───── Data for this exercise ─────
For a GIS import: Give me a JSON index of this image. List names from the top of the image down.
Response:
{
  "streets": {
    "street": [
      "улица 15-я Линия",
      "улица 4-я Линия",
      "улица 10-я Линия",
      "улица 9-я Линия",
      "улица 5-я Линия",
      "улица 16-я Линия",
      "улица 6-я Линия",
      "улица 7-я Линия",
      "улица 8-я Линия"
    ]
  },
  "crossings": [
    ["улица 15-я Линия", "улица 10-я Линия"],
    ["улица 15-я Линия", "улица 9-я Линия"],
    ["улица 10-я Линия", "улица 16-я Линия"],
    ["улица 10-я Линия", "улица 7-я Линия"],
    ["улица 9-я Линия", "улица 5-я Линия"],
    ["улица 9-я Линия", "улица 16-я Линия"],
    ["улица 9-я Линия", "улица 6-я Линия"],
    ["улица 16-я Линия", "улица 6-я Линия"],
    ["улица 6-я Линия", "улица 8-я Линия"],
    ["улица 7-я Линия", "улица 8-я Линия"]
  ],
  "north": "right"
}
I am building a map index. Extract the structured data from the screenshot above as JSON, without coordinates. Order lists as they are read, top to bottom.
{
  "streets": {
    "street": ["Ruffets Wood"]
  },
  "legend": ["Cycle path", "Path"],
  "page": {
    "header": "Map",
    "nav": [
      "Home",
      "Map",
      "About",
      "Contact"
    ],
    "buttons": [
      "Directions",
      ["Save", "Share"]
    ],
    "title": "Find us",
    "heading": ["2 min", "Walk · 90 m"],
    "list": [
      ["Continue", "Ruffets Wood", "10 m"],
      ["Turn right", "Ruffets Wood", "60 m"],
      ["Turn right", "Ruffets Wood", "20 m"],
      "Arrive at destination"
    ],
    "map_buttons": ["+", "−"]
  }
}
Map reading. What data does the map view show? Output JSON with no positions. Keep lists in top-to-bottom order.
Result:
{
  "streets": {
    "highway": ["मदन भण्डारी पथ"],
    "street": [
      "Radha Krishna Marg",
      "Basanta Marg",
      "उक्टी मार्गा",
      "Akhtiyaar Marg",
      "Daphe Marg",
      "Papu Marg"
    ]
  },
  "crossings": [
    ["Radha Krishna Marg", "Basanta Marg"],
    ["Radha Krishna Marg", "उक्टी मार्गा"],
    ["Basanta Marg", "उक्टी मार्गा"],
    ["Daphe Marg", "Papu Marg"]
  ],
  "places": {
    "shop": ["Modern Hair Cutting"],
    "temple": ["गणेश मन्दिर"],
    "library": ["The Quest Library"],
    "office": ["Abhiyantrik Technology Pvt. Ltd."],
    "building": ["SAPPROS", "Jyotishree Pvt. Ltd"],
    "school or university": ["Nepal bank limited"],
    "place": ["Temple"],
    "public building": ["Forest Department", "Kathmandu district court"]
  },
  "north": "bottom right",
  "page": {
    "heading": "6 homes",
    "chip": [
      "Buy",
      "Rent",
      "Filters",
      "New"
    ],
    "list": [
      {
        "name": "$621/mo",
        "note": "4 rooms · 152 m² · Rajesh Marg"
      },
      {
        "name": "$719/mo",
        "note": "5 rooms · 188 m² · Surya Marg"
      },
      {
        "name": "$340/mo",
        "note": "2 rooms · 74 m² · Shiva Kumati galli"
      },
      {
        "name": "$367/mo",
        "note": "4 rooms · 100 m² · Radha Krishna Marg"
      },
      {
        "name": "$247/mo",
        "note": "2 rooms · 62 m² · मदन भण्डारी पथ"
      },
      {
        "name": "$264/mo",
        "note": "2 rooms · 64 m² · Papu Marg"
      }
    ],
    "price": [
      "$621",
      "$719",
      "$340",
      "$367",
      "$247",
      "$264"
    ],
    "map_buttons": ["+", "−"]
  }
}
─────
> _Exercise description_: Find each line in the material above that carries the string "Wood", and copy it.

> _Result_:
    "street": ["Ruffets Wood"]
      ["Continue", "Ruffets Wood", "10 m"],
      ["Turn right", "Ruffets Wood", "60 m"],
      ["Turn right", "Ruffets Wood", "20 m"],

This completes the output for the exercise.